The term “gender” has a lot of connotations. The original use of “gender” is exactly “kind”; that is, a word’s gender is what kind of word it is. “Gender” and “kind” are related words.*

Speakers of Latin and related languages noticed that two of the major kinds of words were associated with the male sex and with the female sex. Thus began the association of gender, a grammatical grouping, became associated with sex, a biological/social grouping.

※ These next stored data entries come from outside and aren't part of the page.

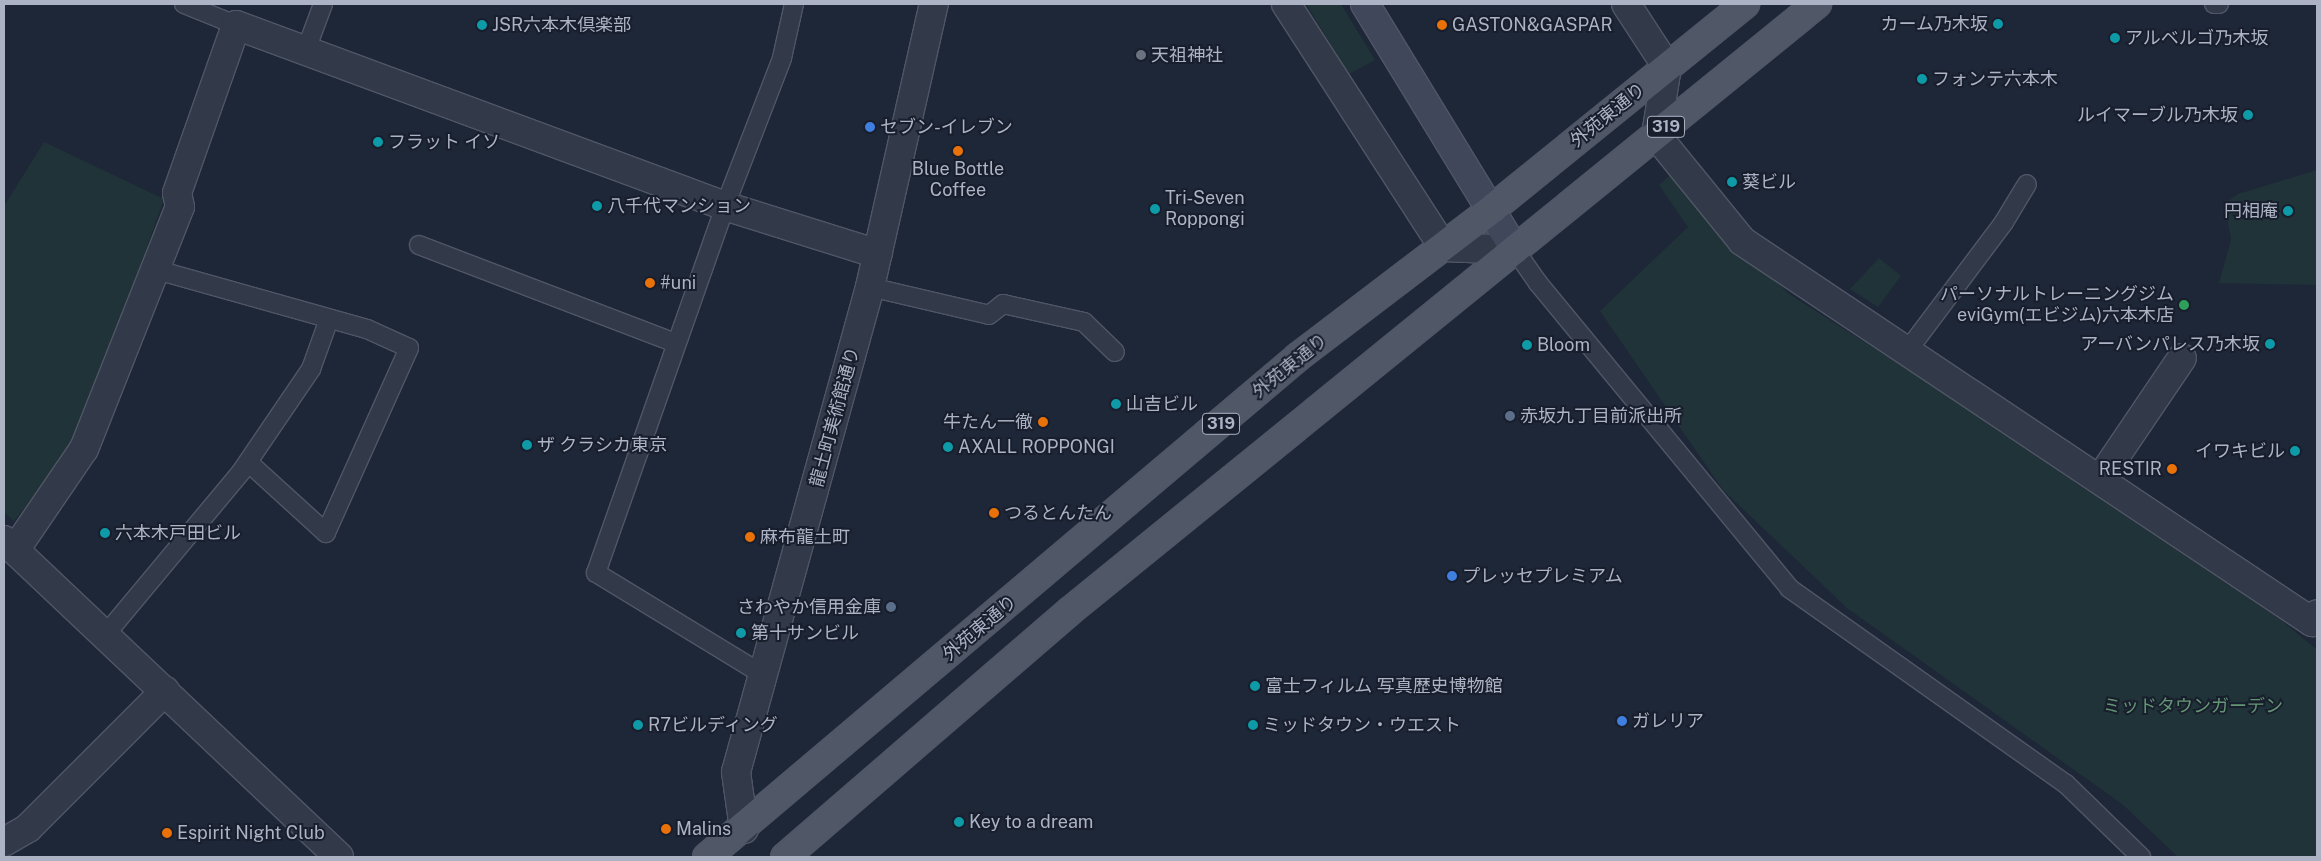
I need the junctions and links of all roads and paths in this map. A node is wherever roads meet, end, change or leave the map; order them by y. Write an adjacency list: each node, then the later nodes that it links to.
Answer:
1 (184, 4): 12 (lane)
2 (323, 4): 13 (lane)
3 (794, 4): 17 (lane)
4 (934, 4): 22 (street, 龍土町美術館通り)
5 (1286, 4): 20 (street)
6 (1365, 4): 18 (street)
7 (1626, 4): 14 (street)
8 (1745, 4): 14 (main road, 外苑東通り / 319)
9 (1817, 4): 15 (main road, 319)
10 (2214, 4): 11 (lane)
11 (2219, 4)
12 (236, 25): 13 (street); 23 (street)
13 (306, 50): 17 (street)
14 (1667, 67): 15 (street); 18 (main road, 外苑東通り / 319)
15 (1656, 135): 21 (main road, 319); 27 (street)
16 (2027, 184): 27 (lane)
17 (725, 206): 22 (street); 26 (lane)
18 (1492, 209): 20 (main road, 外苑東通り / 319); 21 (street)
19 (418, 245): 26 (lane)
20 (1443, 247): 21 (street); 37 (main road, 外苑東通り / 319)
21 (1515, 250): 41 (main road, 319); 42 (lane)
22 (878, 254): 24 (street, 龍土町美術館通り)
23 (157, 270): 25 (lane); 32 (street)
24 (870, 287): 28 (lane); 35 (street, 龍土町美術館通り)
25 (329, 319): 30 (lane); 30 (lane)
26 (676, 343): 35 (lane)
27 (1908, 350): 31 (street)
28 (1115, 352)
29 (2182, 358): 31 (street)
30 (248, 462): 34 (lane)
31 (2100, 479): 33 (street)
32 (9, 545): 34 (street)
33 (2317, 614)
34 (106, 634): 36 (street)
35 (765, 676): 37 (street, 龍土町美術館通り)
36 (165, 691): 38 (street); 39 (street)
37 (744, 829): 40 (main road, 外苑東通り / 319)
38 (4, 842)
39 (339, 857)
40 (707, 857)
41 (785, 857)
42 (2141, 857)

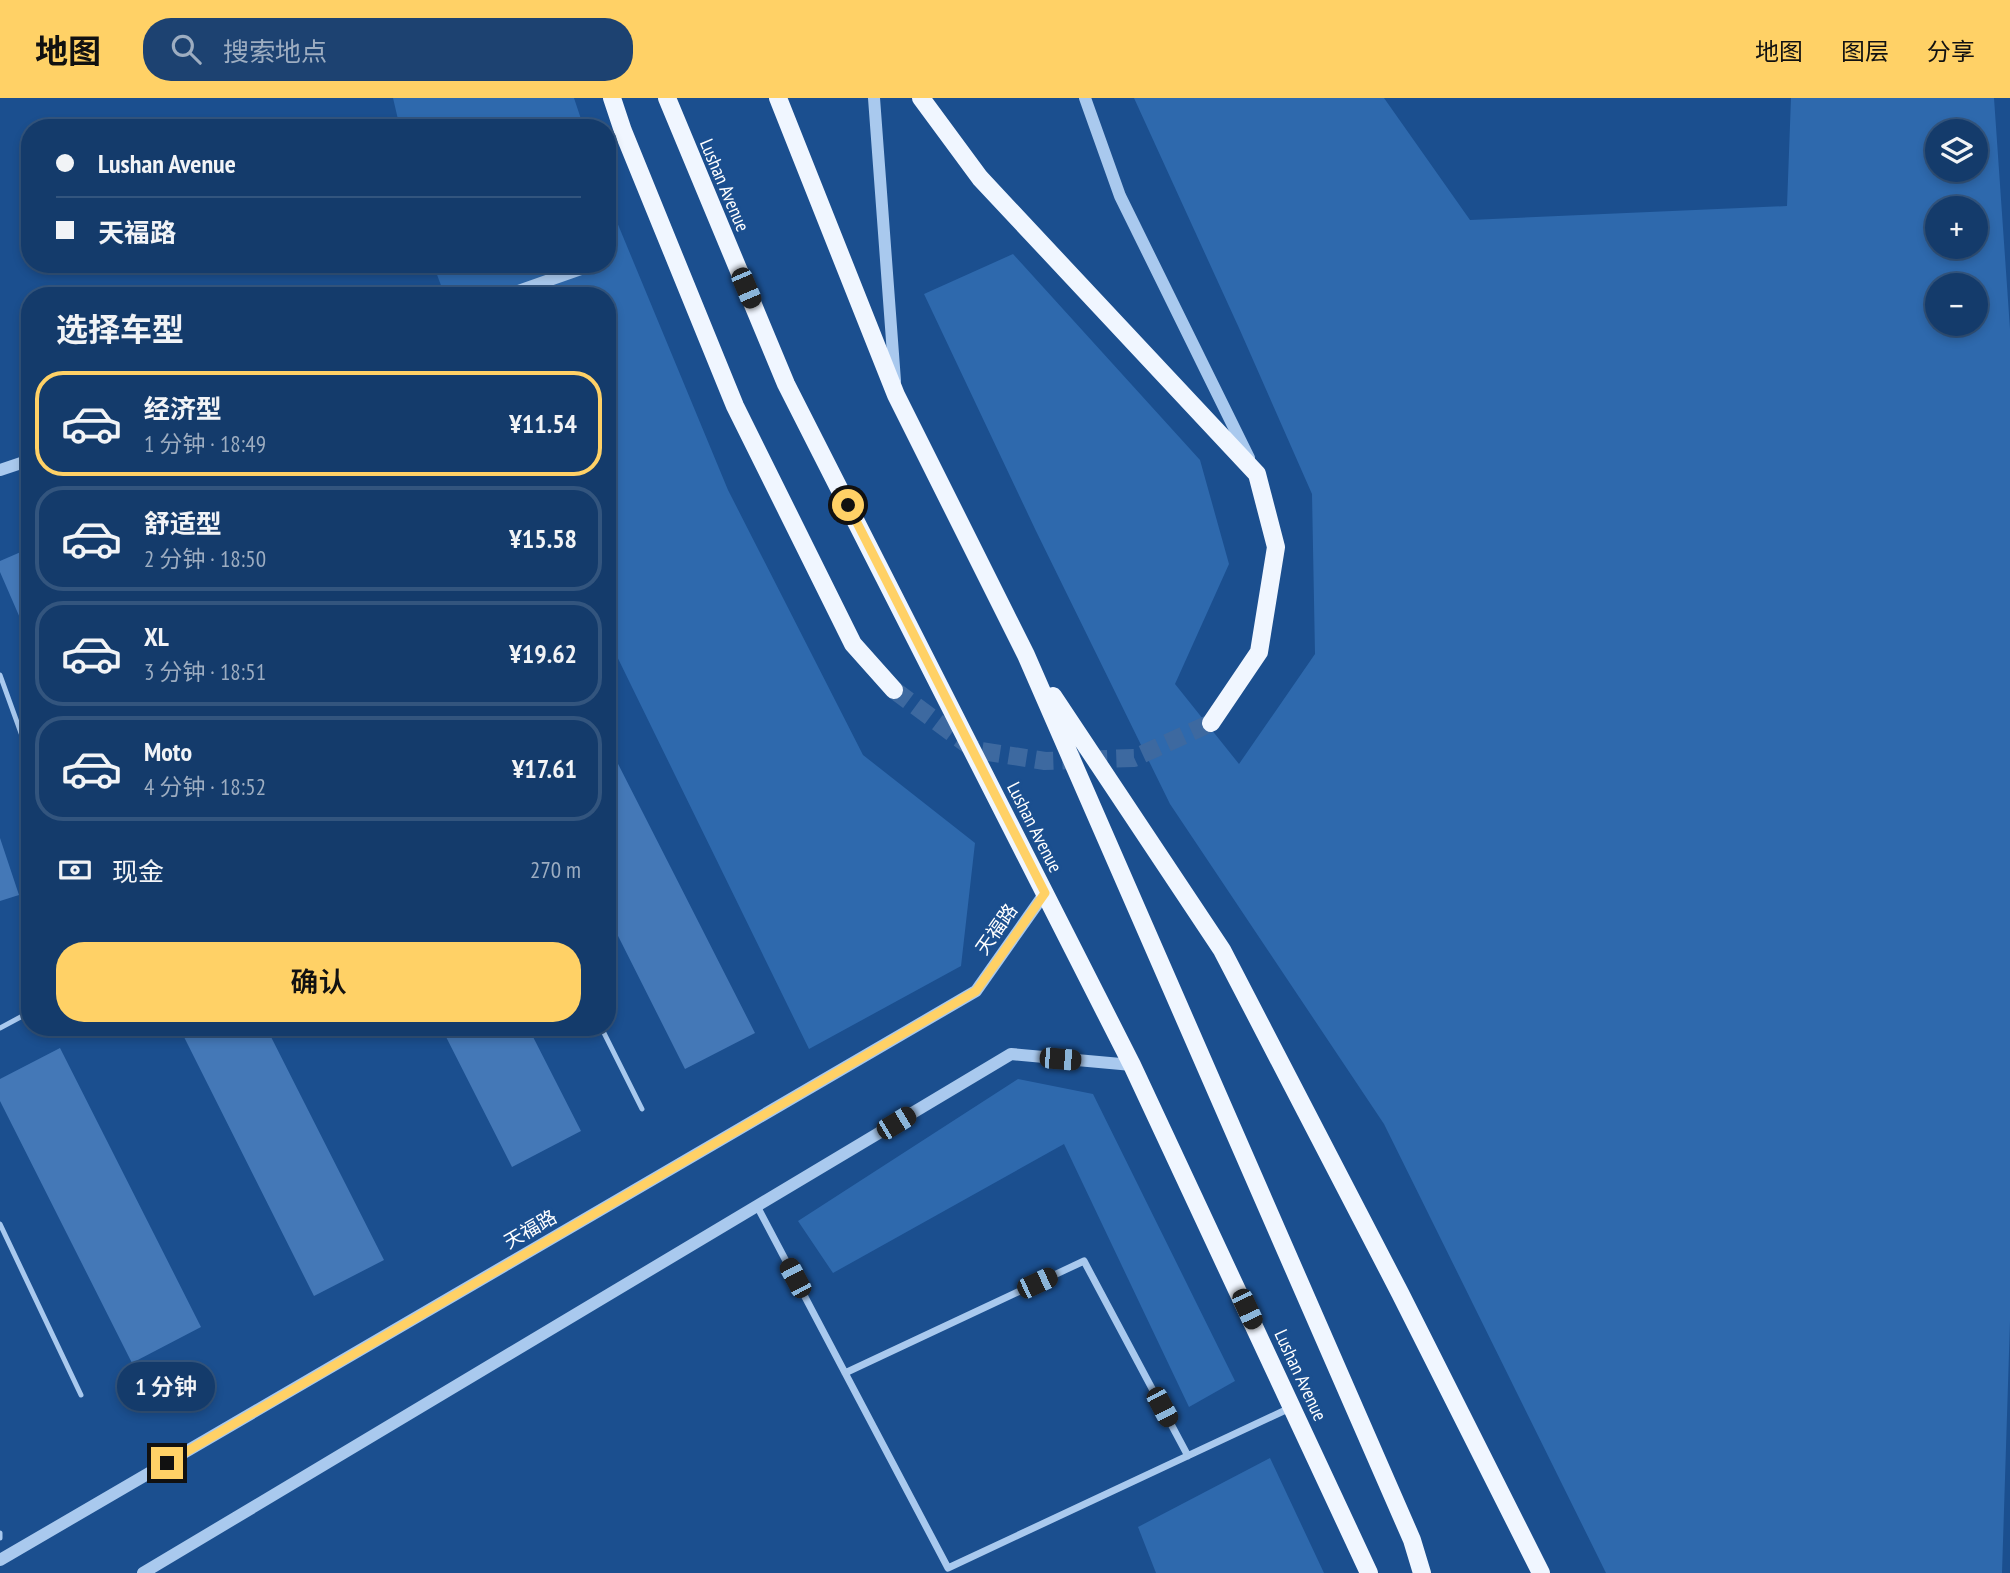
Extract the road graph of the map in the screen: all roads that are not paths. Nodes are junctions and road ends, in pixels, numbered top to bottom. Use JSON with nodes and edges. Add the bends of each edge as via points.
{"nodes":[{"id":1,"x":612,"y":98,"type":"edge"},
{"id":2,"x":667,"y":98,"type":"edge"},
{"id":3,"x":778,"y":98,"type":"edge"},
{"id":4,"x":874,"y":98,"type":"edge"},
{"id":5,"x":921,"y":98,"type":"edge"},
{"id":6,"x":1085,"y":98,"type":"edge"},
{"id":7,"x":569,"y":273,"type":"edge"},
{"id":8,"x":530,"y":287,"type":"edge"},
{"id":9,"x":896,"y":395,"type":"junction"},
{"id":10,"x":21,"y":463,"type":"edge"},
{"id":11,"x":0,"y":470,"type":"edge"},
{"id":12,"x":1257,"y":474,"type":"junction"},
{"id":13,"x":1026,"y":655,"type":"junction"},
{"id":14,"x":0,"y":675,"type":"edge"},
{"id":15,"x":894,"y":690,"type":"tunnel mouth"},
{"id":16,"x":1211,"y":723,"type":"tunnel mouth"},
{"id":17,"x":21,"y":733,"type":"edge"},
{"id":18,"x":1045,"y":893,"type":"junction"},
{"id":19,"x":21,"y":1017,"type":"edge"},
{"id":20,"x":0,"y":1028,"type":"edge"},
{"id":21,"x":606,"y":1036,"type":"edge"},
{"id":22,"x":1132,"y":1065,"type":"junction"},
{"id":23,"x":642,"y":1108,"type":"dead end"},
{"id":24,"x":757,"y":1206,"type":"junction"},
{"id":25,"x":0,"y":1224,"type":"edge"},
{"id":26,"x":845,"y":1373,"type":"junction"},
{"id":27,"x":81,"y":1395,"type":"dead end"},
{"id":28,"x":1292,"y":1407,"type":"junction"},
{"id":29,"x":1188,"y":1456,"type":"junction"},
{"id":30,"x":0,"y":1560,"type":"edge"},
{"id":31,"x":143,"y":1573,"type":"edge"},
{"id":32,"x":1369,"y":1573,"type":"edge"},
{"id":33,"x":1422,"y":1573,"type":"edge"},
{"id":34,"x":1541,"y":1573,"type":"edge"}],
"edges":[{"from":1,"to":15,"type":"main road","via":[[735,406],[853,644]]},
{"from":2,"to":18,"type":"main road","name":"Lushan Avenue","via":[[786,384]]},
{"from":3,"to":9,"type":"main road","name":"Lushan Avenue"},
{"from":4,"to":9,"type":"street"},
{"from":5,"to":12,"type":"main road","via":[[979,178]]},
{"from":6,"to":12,"type":"street","via":[[1120,197]]},
{"from":7,"to":8,"type":"street"},
{"from":9,"to":13,"type":"main road","name":"Lushan Avenue"},
{"from":10,"to":11,"type":"street"},
{"from":12,"to":16,"type":"main road","via":[[1276,547],[1259,652]]},
{"from":13,"to":33,"type":"main road","name":"Lushan Avenue","via":[[1412,1540]]},
{"from":13,"to":34,"type":"main road","via":[[1222,950]]},
{"from":14,"to":17,"type":"lane"},
{"from":18,"to":22,"type":"main road","name":"Lushan Avenue"},
{"from":18,"to":30,"type":"street","name":"天福路","via":[[976,991]]},
{"from":19,"to":20,"type":"lane"},
{"from":21,"to":23,"type":"lane"},
{"from":22,"to":24,"type":"street","via":[[1011,1054]]},
{"from":22,"to":28,"type":"main road","name":"Lushan Avenue"},
{"from":24,"to":26,"type":"street"},
{"from":24,"to":31,"type":"street"},
{"from":25,"to":27,"type":"lane"},
{"from":26,"to":29,"type":"street","via":[[1084,1261]]},
{"from":26,"to":29,"type":"street","via":[[948,1568]]},
{"from":28,"to":29,"type":"street"},
{"from":28,"to":32,"type":"main road","name":"Lushan Avenue"}]}
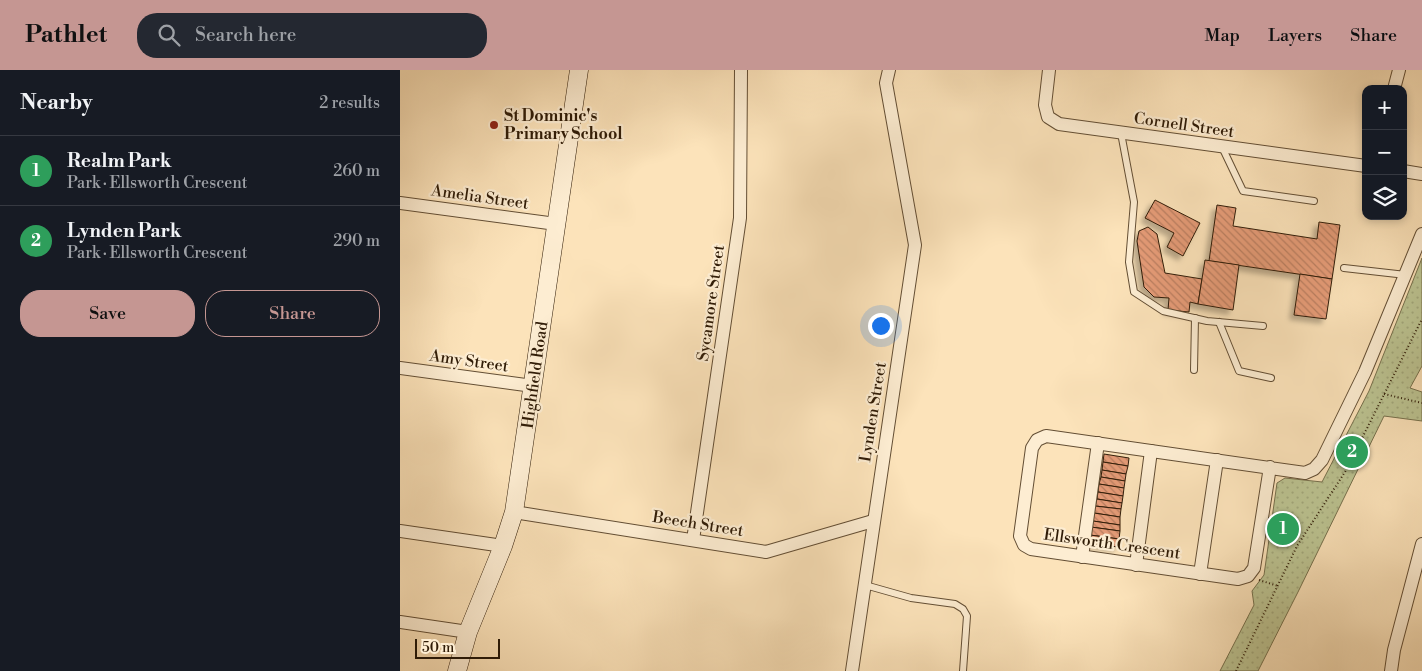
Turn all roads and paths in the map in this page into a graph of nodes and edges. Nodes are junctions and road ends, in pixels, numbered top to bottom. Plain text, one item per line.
1 (579, 70) edge
2 (741, 70) edge
3 (889, 70) edge
4 (1049, 70) edge
5 (1399, 70) edge
6 (1395, 85) edge
7 (1121, 133) junction
8 (1222, 147) junction
9 (1362, 165) edge
10 (1407, 172) edge
11 (1422, 174) edge
12 (1314, 201) dead end
13 (400, 203) edge
14 (556, 224) junction
15 (1422, 234) edge
16 (1344, 268) dead end
17 (1406, 275) junction
18 (1194, 318) junction
19 (1422, 319) edge
20 (1219, 322) junction
21 (1263, 326) dead end
22 (400, 368) edge
23 (1194, 370) dead end
24 (1271, 378) dead end
25 (533, 386) junction
26 (1384, 394) junction
27 (1422, 403) edge
28 (1098, 443) junction
29 (1151, 451) junction
30 (1217, 460) junction
31 (1270, 467) junction
32 (514, 512) junction
33 (873, 521) junction
34 (400, 531) edge
35 (693, 540) junction
36 (1422, 544) edge
37 (503, 546) junction
38 (1082, 557) junction
39 (1136, 564) junction
40 (1200, 574) junction
41 (1248, 576) junction
42 (865, 585) junction
43 (1278, 586) junction
44 (400, 622) edge
45 (468, 632) junction
46 (457, 671) edge
47 (852, 671) edge
48 (963, 671) edge
49 (1236, 671) edge
50 (1391, 671) edge

1 - 14 main road, Highfield Road
2 - 35 street, Sycamore Street
3 - 33 street, Lynden Street
4 - 7 street, Cornell Street
5 - 6 street
7 - 8 street, Cornell Street
7 - 18 lane
8 - 9 street, Cornell Street
8 - 12 lane
10 - 11 street
13 - 14 street, Amelia Street
14 - 25 main road, Highfield Road
15 - 17 street, Ellsworth Crescent
16 - 17 lane
17 - 31 street, Ellsworth Crescent
18 - 20 lane
18 - 23 lane
19 - 26 path
20 - 21 lane
20 - 24 lane
22 - 25 street, Amy Street
25 - 32 main road, Highfield Road
26 - 27 path
26 - 43 path
28 - 29 street, Ellsworth Crescent
28 - 38 street
28 - 38 street, Ellsworth Crescent
29 - 30 street, Ellsworth Crescent
29 - 39 street
30 - 31 street, Ellsworth Crescent
30 - 40 street
31 - 41 street
32 - 35 street, Beech Street
32 - 37 main road, Highfield Road
33 - 35 street, Beech Street
33 - 42 street, Lynden Street
34 - 37 street
36 - 50 street
37 - 45 main road, Highfield Road
38 - 39 street, Ellsworth Crescent
39 - 40 street, Ellsworth Crescent
40 - 41 street, Ellsworth Crescent
41 - 43 path
42 - 47 street, Lynden Street
42 - 48 lane
43 - 49 path
44 - 45 street
45 - 46 main road, Highfield Road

English had grammatical gender, but lost it during the partial creolization with Norse. Modern English has no grammatical gender, unless you want to consider nouns that take a standard plural form (dog/dogs, fox/foxes, etc) as a separate group from non-standard plural forms (child/children, mouse/mice, etc). And even then there’s no longer any adjective matching.

When we talk about “gender” within Modern English, we are referring to semantic sex. The pronouns “he” and “she” have no gender, in the sense of being a part of a group of words with similar grammatical properties. But “he” and “she” have gender, in the sense of the referent’s sex.

This is a point of confusion when languages differ where they have grammatical gender (words with similar grammatical forms) and differ where they have semantic gender (words that depend on sex).

Recently, we’re trying to disambiguate pronoun usage from social roles from biology, which adds more connotations. See any discussions about gender and sex in modern society.

*Note, that “kind” has added its own connotations–being kind (compassionate) to someone is treating them as being a part of one’s own kind (group).